Given entries —
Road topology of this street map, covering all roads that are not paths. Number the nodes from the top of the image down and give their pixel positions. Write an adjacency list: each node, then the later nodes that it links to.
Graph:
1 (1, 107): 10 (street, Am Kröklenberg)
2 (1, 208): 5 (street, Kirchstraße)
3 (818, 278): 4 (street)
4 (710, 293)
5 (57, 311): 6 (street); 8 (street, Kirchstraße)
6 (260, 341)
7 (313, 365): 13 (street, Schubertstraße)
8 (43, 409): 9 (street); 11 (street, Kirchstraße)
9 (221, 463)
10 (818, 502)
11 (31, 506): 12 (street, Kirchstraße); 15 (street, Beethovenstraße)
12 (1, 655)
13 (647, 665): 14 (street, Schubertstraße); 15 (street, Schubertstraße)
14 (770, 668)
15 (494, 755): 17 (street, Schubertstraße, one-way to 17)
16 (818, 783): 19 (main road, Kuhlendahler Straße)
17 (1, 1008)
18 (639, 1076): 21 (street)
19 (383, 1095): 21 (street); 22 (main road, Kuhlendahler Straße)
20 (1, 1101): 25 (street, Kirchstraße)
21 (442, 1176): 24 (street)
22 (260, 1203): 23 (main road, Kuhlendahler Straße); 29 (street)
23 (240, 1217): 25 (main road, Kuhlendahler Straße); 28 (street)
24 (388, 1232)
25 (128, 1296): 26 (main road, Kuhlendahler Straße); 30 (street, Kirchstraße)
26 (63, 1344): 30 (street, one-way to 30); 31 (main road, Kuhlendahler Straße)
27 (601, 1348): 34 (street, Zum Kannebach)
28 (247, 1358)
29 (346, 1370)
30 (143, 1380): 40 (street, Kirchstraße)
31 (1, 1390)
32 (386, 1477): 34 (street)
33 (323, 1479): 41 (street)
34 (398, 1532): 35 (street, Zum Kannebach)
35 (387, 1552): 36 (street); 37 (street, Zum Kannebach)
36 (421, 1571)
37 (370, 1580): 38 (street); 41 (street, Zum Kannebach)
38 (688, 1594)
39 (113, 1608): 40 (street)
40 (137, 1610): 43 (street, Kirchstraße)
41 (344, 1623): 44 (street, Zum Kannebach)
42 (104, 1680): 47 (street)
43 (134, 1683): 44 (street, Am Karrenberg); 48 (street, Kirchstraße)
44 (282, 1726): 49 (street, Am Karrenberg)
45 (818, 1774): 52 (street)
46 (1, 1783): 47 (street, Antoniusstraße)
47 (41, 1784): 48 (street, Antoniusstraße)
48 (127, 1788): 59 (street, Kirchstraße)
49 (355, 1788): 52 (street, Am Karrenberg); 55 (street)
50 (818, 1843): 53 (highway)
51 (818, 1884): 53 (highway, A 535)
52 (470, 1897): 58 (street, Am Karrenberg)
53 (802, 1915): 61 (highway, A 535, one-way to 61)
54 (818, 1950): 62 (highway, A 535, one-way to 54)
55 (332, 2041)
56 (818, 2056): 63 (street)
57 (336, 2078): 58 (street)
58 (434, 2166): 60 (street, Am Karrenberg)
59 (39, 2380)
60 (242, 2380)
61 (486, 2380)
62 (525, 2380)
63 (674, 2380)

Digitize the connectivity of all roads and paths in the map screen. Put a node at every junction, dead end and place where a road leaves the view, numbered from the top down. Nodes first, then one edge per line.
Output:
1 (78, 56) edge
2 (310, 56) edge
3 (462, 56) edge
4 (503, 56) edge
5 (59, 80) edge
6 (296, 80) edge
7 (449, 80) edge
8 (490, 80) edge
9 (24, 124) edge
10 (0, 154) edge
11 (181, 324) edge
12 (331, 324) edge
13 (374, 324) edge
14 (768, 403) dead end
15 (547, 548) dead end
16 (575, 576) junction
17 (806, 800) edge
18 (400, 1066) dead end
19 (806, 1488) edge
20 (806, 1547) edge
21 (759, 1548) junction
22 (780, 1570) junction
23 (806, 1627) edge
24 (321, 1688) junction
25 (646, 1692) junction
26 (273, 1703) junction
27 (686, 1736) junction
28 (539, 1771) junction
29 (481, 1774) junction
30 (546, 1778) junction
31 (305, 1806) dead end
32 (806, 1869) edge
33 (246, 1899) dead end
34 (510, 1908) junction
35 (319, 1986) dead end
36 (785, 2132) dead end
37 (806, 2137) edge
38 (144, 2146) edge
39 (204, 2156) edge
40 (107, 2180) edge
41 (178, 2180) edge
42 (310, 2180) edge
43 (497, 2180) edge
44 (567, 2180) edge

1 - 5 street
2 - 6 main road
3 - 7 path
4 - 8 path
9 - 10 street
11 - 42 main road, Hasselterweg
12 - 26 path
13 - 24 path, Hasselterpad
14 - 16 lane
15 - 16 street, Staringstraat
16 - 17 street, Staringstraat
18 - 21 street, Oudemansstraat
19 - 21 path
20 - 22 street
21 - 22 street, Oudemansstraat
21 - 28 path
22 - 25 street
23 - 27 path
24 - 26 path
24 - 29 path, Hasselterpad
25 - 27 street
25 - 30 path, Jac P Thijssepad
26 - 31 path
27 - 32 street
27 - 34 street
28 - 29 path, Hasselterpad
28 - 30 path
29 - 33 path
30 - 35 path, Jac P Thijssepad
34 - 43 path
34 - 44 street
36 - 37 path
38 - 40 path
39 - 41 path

What to produce — Scan the lines above for the word "roads". Return each one that has it.

Task solution —
Road topology of this street map, covering all roads that are not paths. Number the nodes from the top of the image down and give their pixel positions. Write an adjacency list: each node, then the later nodes that it links to.
Digitize the connectivity of all roads and paths in the map screen. Put a node at every junction, dead end and place where a road leaves the view, numbered from the top down. Nodes first, then one edge per line.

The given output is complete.